%%

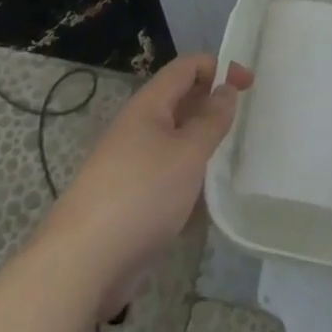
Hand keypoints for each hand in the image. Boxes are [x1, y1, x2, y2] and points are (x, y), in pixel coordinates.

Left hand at [44, 54, 251, 316]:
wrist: (82, 264)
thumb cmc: (142, 194)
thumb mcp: (188, 152)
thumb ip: (211, 119)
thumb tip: (226, 89)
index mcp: (149, 106)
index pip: (187, 67)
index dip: (218, 67)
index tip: (249, 84)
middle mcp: (139, 128)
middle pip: (181, 102)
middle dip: (212, 107)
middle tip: (245, 124)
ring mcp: (132, 165)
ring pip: (176, 142)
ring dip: (202, 147)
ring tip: (231, 162)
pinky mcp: (131, 200)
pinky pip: (167, 177)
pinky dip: (189, 181)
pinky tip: (206, 202)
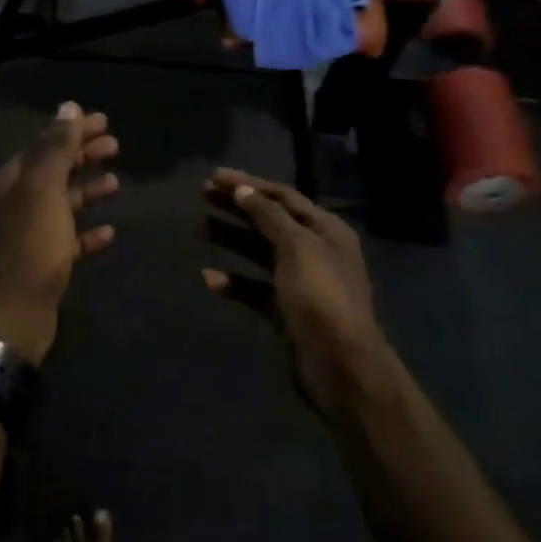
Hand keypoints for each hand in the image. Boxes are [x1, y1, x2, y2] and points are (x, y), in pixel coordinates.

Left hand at [0, 103, 119, 364]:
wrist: (13, 315)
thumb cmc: (30, 246)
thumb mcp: (44, 190)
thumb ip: (56, 148)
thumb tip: (68, 107)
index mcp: (13, 180)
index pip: (45, 143)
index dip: (73, 130)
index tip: (103, 120)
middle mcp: (18, 202)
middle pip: (54, 169)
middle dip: (83, 155)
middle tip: (115, 144)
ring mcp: (30, 234)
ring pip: (62, 203)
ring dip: (88, 189)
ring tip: (116, 182)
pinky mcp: (43, 263)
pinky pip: (69, 239)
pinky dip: (88, 232)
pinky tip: (110, 231)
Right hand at [203, 168, 384, 412]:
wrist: (340, 365)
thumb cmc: (320, 295)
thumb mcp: (297, 246)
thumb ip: (268, 216)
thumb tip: (243, 191)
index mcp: (326, 230)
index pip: (283, 196)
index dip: (249, 184)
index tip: (215, 177)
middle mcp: (315, 251)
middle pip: (270, 221)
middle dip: (237, 207)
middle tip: (203, 195)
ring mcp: (301, 282)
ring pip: (260, 253)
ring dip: (232, 240)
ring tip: (200, 228)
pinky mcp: (286, 311)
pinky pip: (255, 289)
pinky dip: (234, 282)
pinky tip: (209, 279)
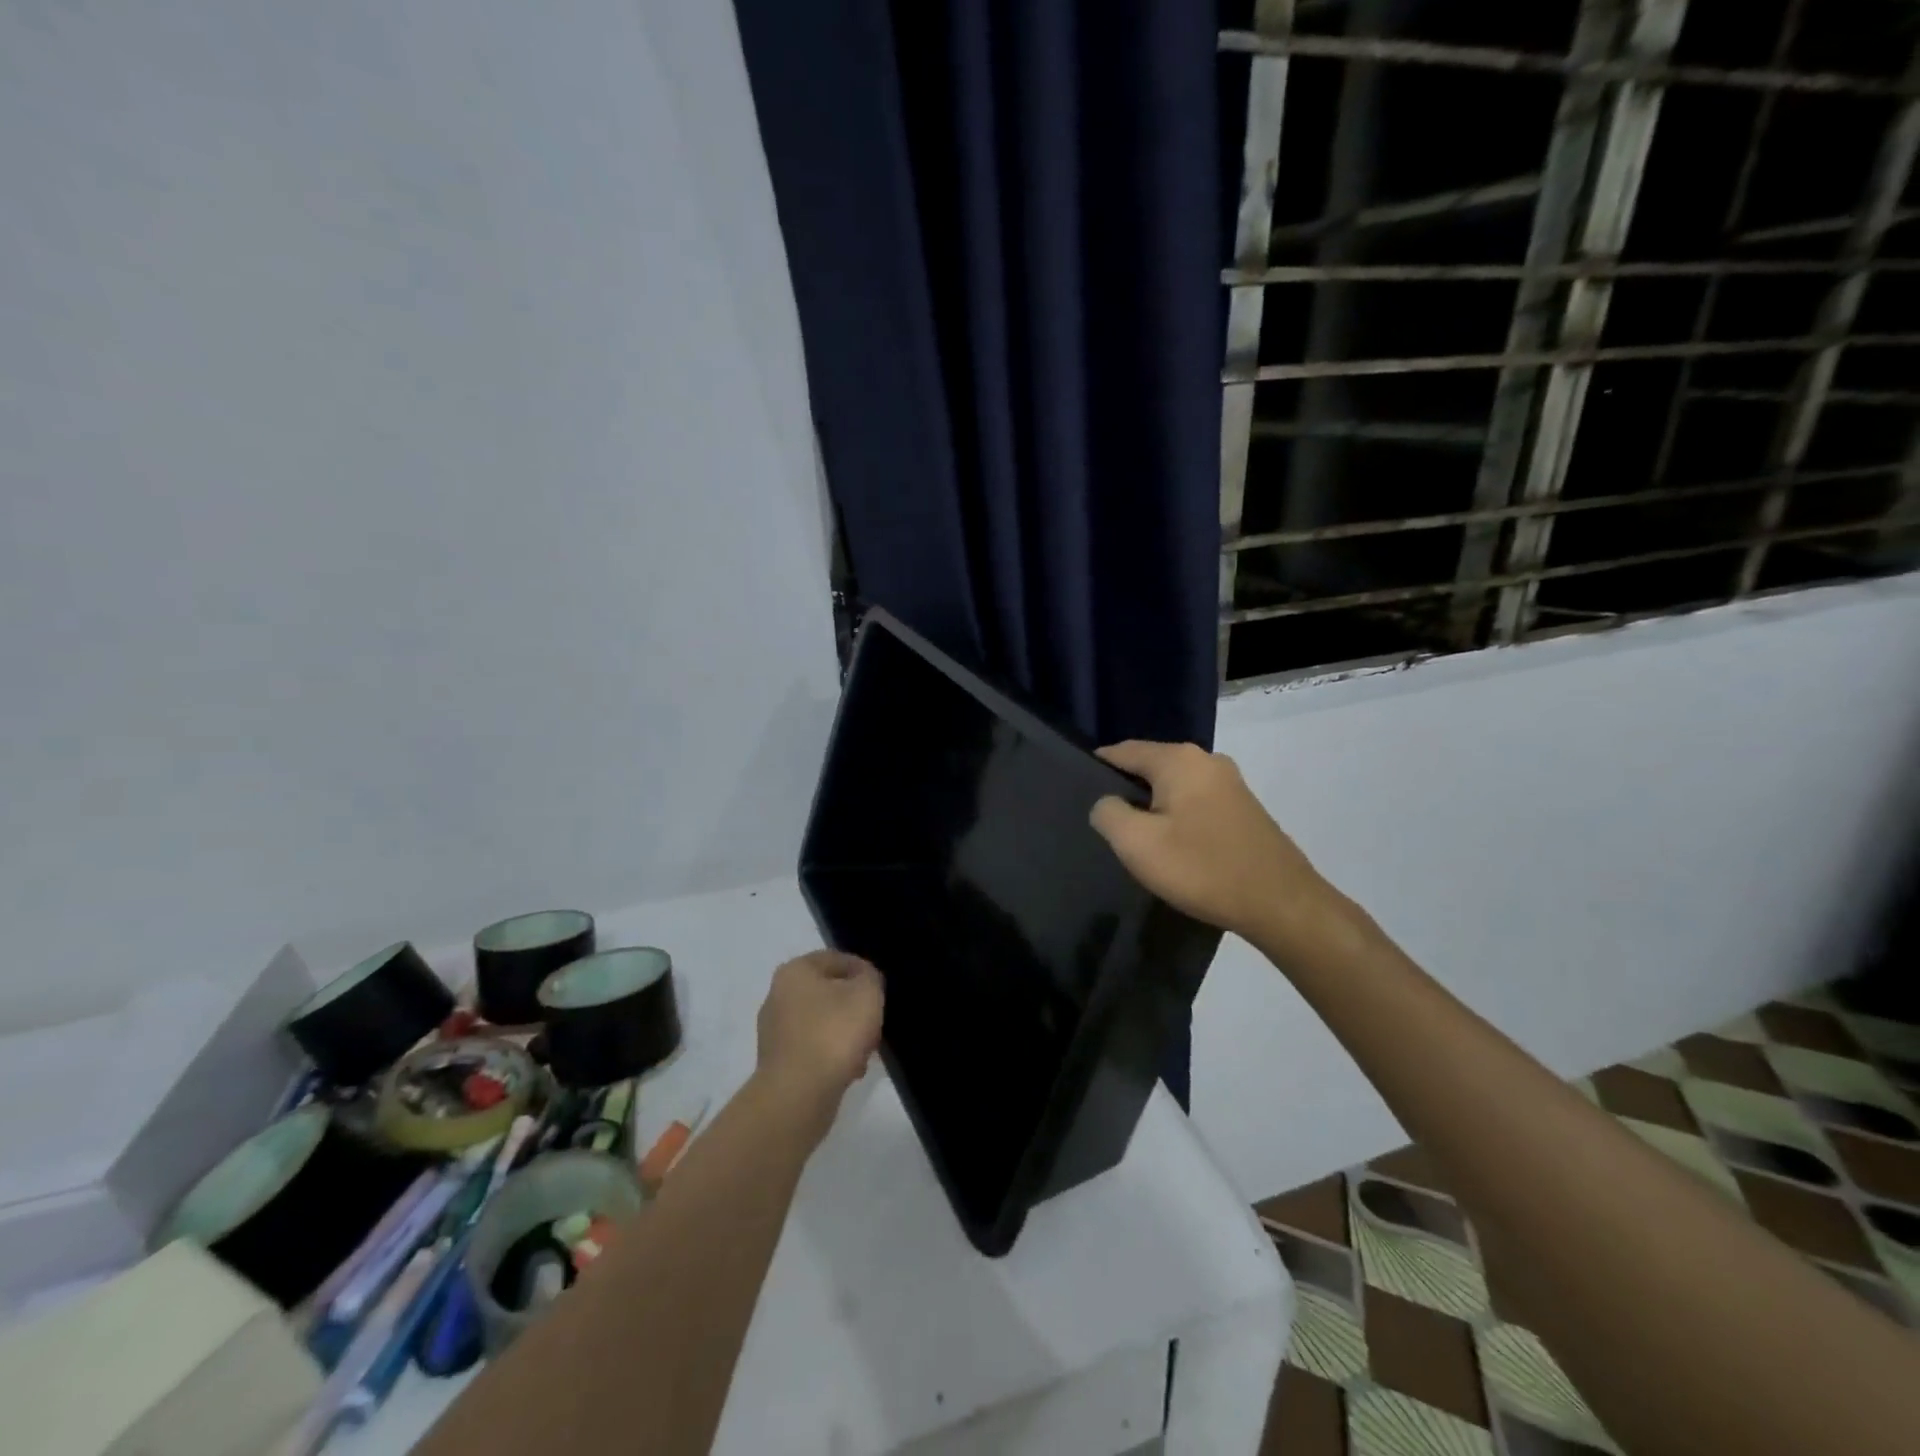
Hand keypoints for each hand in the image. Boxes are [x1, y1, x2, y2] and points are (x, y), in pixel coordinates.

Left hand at [753, 950, 884, 1132]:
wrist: (798, 1095)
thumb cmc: (833, 1033)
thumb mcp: (866, 994)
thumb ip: (870, 978)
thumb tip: (864, 980)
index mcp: (795, 971)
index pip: (837, 959)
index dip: (864, 972)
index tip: (881, 992)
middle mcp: (778, 995)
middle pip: (829, 992)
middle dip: (855, 1007)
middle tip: (875, 1023)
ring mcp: (775, 1031)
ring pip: (823, 1022)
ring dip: (846, 1034)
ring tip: (866, 1052)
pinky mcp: (778, 1062)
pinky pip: (813, 1049)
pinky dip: (832, 1055)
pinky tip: (850, 1071)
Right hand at [1090, 740, 1341, 954]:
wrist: (1282, 903)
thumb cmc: (1202, 868)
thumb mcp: (1137, 844)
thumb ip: (1107, 813)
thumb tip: (1105, 802)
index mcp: (1179, 759)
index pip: (1123, 751)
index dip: (1096, 768)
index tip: (1077, 793)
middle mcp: (1207, 760)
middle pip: (1150, 767)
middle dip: (1126, 790)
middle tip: (1106, 825)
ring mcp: (1230, 783)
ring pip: (1174, 787)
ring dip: (1153, 807)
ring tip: (1137, 840)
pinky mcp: (1244, 808)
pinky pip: (1196, 803)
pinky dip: (1178, 818)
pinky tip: (1174, 847)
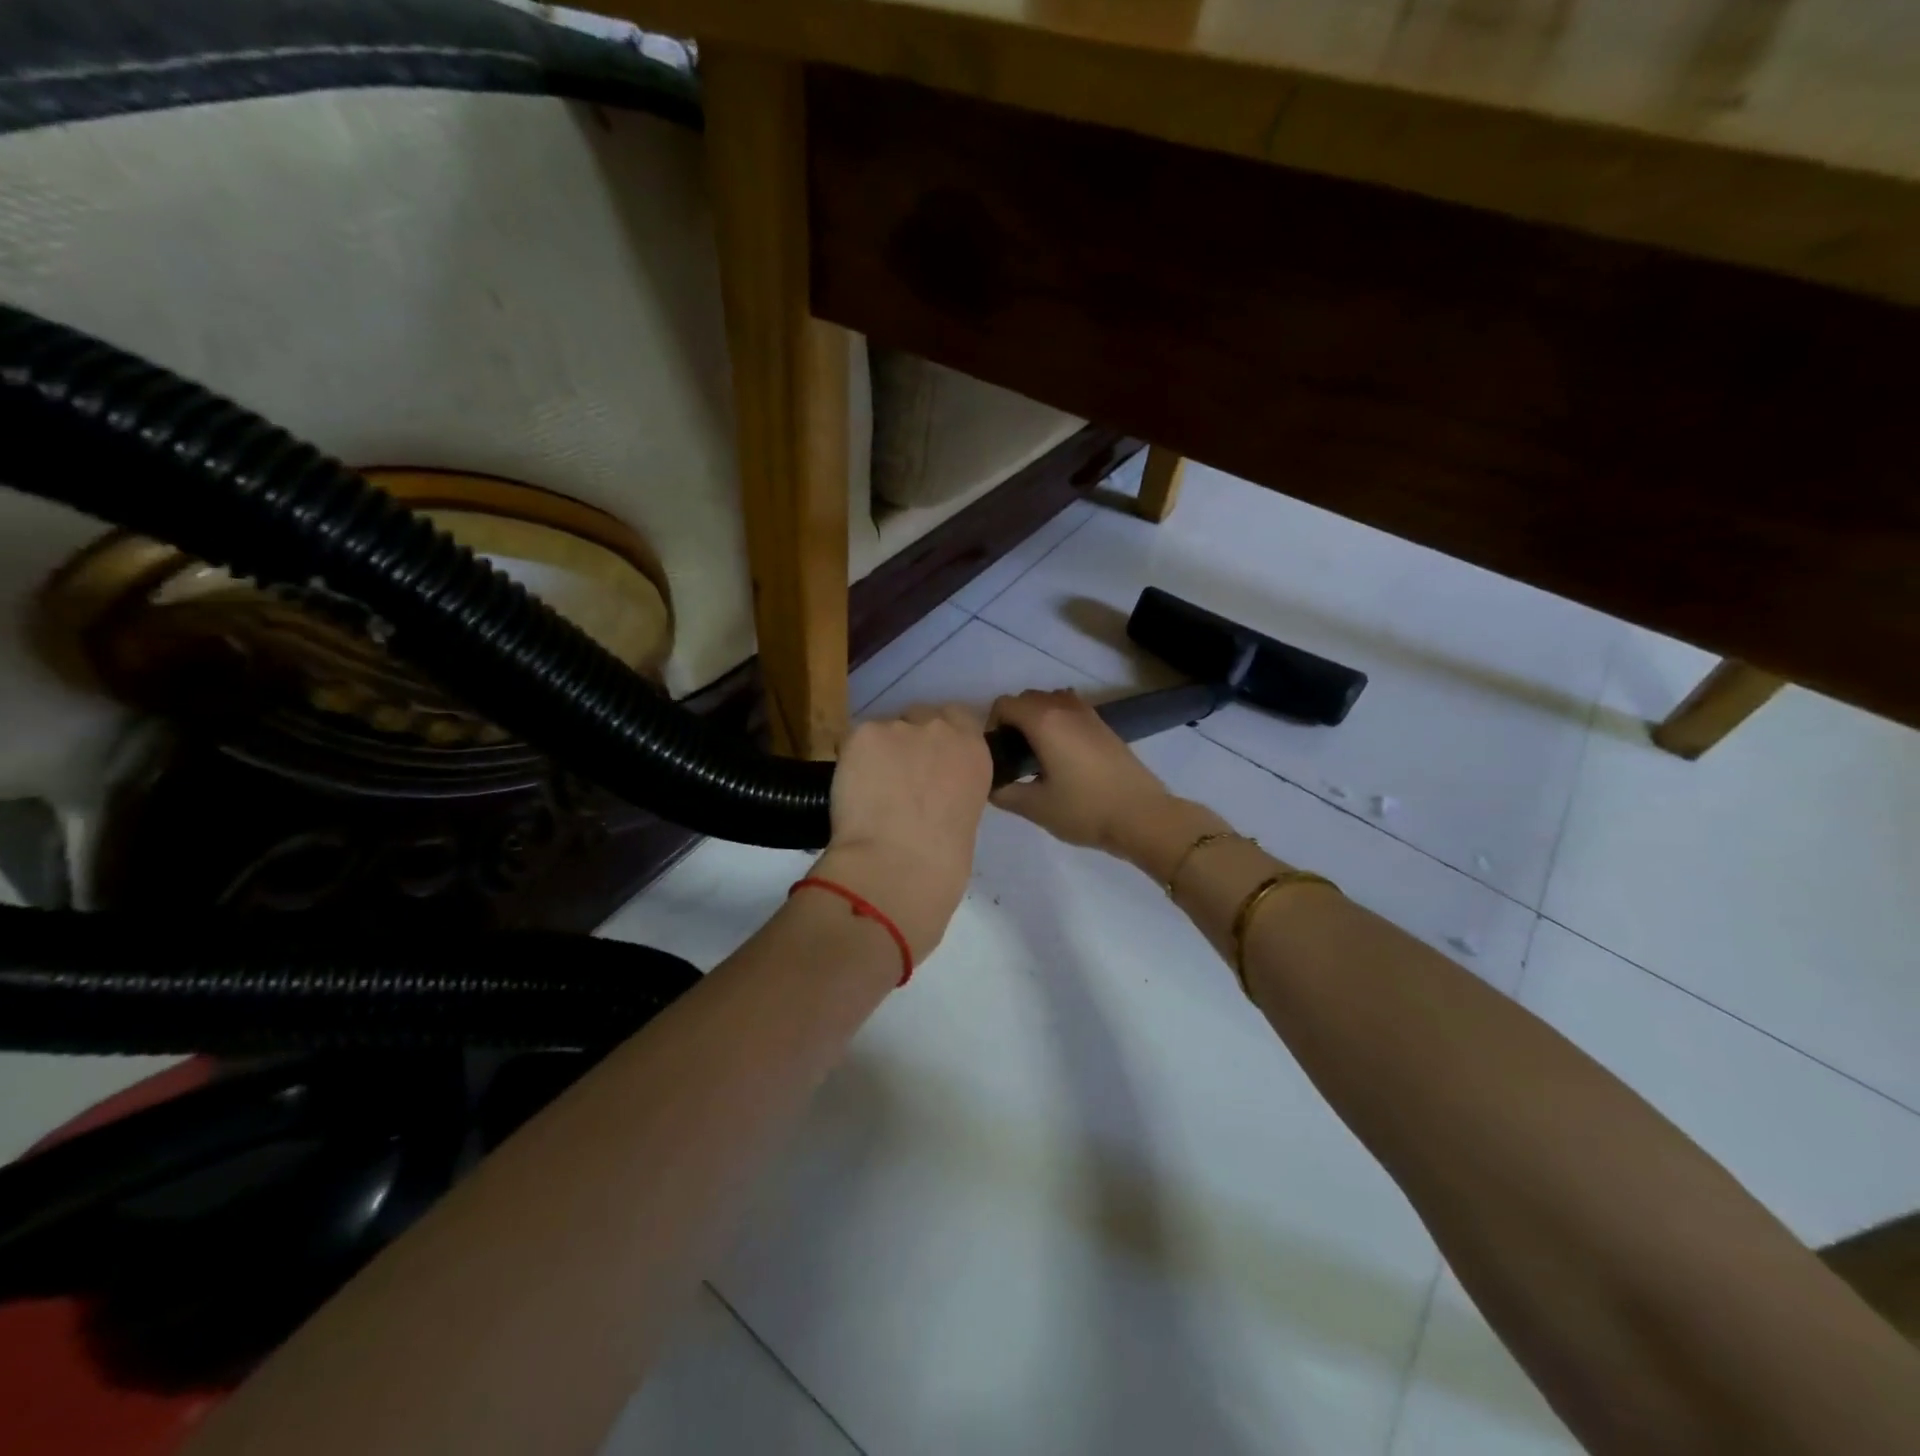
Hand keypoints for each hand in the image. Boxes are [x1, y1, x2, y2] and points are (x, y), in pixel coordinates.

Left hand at [812, 704, 991, 960]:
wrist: (898, 865)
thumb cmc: (942, 861)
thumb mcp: (966, 815)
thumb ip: (953, 789)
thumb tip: (931, 794)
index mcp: (975, 751)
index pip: (959, 717)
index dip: (940, 738)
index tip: (929, 760)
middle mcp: (941, 729)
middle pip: (920, 717)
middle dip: (909, 741)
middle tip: (897, 777)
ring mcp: (900, 728)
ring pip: (885, 730)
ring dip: (879, 753)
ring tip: (869, 790)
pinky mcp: (864, 734)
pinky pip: (855, 742)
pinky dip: (851, 761)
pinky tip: (851, 789)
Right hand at [986, 690, 1182, 856]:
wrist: (1142, 816)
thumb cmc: (1085, 810)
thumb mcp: (1035, 807)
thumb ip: (1004, 793)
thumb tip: (990, 784)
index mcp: (1044, 721)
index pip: (1004, 705)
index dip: (991, 726)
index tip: (996, 754)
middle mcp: (1064, 707)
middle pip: (1026, 698)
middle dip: (1012, 720)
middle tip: (1012, 756)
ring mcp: (1088, 713)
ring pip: (1050, 701)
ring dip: (1036, 717)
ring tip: (1036, 752)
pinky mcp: (1103, 725)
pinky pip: (1070, 709)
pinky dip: (1057, 721)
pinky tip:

%%

# TASK TO COMPLETE
Your copy should restate every record word for word and contain no pictures.

# EXPECTED ANSWER
Hand keypoints for each hand in the image. Boxes are [x1, y1, x2, y2] and points are (x, y), in pixel coordinates.

Left hand at [44, 54, 251, 316]:
wrist: (82, 264)
thumb cmc: (142, 194)
thumb mcp: (188, 152)
thumb ip: (211, 119)
thumb tip: (226, 89)
index mcp: (149, 106)
index pip: (187, 67)
index dip: (218, 67)
index tip: (249, 84)
middle mcp: (139, 128)
middle pip: (181, 102)
middle dip: (212, 107)
middle tip: (245, 124)
ring mcp: (132, 165)
ring pip: (176, 142)
ring dip: (202, 147)
ring tip: (231, 162)
pinky mcp: (131, 200)
pinky pip: (167, 177)
pinky dip: (189, 181)
pinky tip: (206, 202)
Hand keypoints for each hand in the image. Boxes are [x1, y1, x2, y2] and points are (x, y), in pixel coordinates.

Left hand at [0, 103, 119, 364]:
wrist: (13, 315)
thumb cmc: (30, 246)
thumb mcp: (44, 190)
thumb ip: (56, 148)
thumb tip: (68, 107)
index mcp: (13, 180)
index pip: (45, 143)
index dip: (73, 130)
index tip: (103, 120)
middle mcp: (18, 202)
middle pip: (54, 169)
middle dip: (83, 155)
middle tip: (115, 144)
ring mcp: (30, 234)
ring pip: (62, 203)
ring dip: (88, 189)
ring tip: (116, 182)
pinky mcp: (43, 263)
pinky pip: (69, 239)
pinky dip: (88, 232)
pinky tip: (110, 231)
Right hand at [203, 168, 384, 412]:
wrist: (340, 365)
thumb cmc: (320, 295)
thumb mcp: (297, 246)
thumb ip: (268, 216)
thumb tip: (243, 191)
index mcp: (326, 230)
index pip: (283, 196)
index dip: (249, 184)
index tip: (215, 177)
middle mcp: (315, 251)
middle pip: (270, 221)
middle dip: (237, 207)
middle tip: (203, 195)
ring mcp: (301, 282)
ring pip: (260, 253)
ring dip: (232, 240)
ring tip: (200, 228)
pinky mcp: (286, 311)
pinky pip: (255, 289)
pinky dip: (234, 282)
pinky tip: (209, 279)
Hand keypoints for each hand in the image. Boxes are [x1, y1, x2, y2] and points are (x, y), in pixel coordinates.

Left hand at [753, 950, 884, 1132]:
wrist: (798, 1095)
thumb cmc: (833, 1033)
thumb mcp: (866, 994)
thumb ip: (870, 978)
thumb tip: (864, 980)
index mcp: (795, 971)
index pip: (837, 959)
index dip: (864, 972)
index tip: (881, 992)
middle mcp: (778, 995)
middle pip: (829, 992)
middle dip: (855, 1007)
middle tip: (875, 1023)
ring mcp: (775, 1031)
ring pip: (823, 1022)
ring dip: (846, 1034)
ring tip: (866, 1052)
pinky mcp: (778, 1062)
pinky pip: (813, 1049)
pinky dip: (832, 1055)
pinky tip: (850, 1071)
Right hand at [1090, 740, 1341, 954]:
wrist: (1282, 903)
thumb cmc: (1202, 868)
thumb mcp: (1137, 844)
thumb ip: (1107, 813)
thumb tip: (1105, 802)
index mcp: (1179, 759)
index pip: (1123, 751)
index dip: (1096, 768)
index tip: (1077, 793)
middle mcp: (1207, 760)
middle pip: (1150, 767)
middle dip: (1126, 790)
middle tip: (1106, 825)
ring mcp: (1230, 783)
ring pip: (1174, 787)
ring dip: (1153, 807)
ring tip: (1137, 840)
pinky mcp: (1244, 808)
pinky pip: (1196, 803)
pinky dip: (1178, 818)
pinky tip: (1174, 847)
Hand keypoints for each hand in the image. Boxes are [x1, y1, x2, y2] and points are (x, y), in pixel coordinates.

Left hand at [812, 704, 991, 960]:
wrist: (898, 865)
thumb cmc: (942, 861)
thumb mcp: (966, 815)
thumb ip: (953, 789)
thumb tip: (931, 794)
index mcp: (975, 751)
index pip: (959, 717)
index dip: (940, 738)
index tip: (929, 760)
middle mcp: (941, 729)
middle pip: (920, 717)
middle dip: (909, 741)
middle tip: (897, 777)
ring mcp: (900, 728)
ring pip: (885, 730)
ring dip: (879, 753)
ring tip: (869, 790)
pinky mcp: (864, 734)
pinky pip: (855, 742)
pinky dip: (851, 761)
pinky tip: (851, 789)
Right hand at [986, 690, 1182, 856]:
wrist: (1142, 816)
thumb cmc: (1085, 810)
thumb mcp: (1035, 807)
thumb ip: (1004, 793)
thumb tip: (990, 784)
index mcp: (1044, 721)
index pip: (1004, 705)
index dip: (991, 726)
index tip: (996, 754)
middle mcp: (1064, 707)
middle pip: (1026, 698)
middle dip: (1012, 720)
middle tip: (1012, 756)
ring mcp: (1088, 713)
ring pip: (1050, 701)
ring dip: (1036, 717)
ring tip: (1036, 752)
pinky mcp: (1103, 725)
pinky pip: (1070, 709)
pinky dip: (1057, 721)
pinky tip:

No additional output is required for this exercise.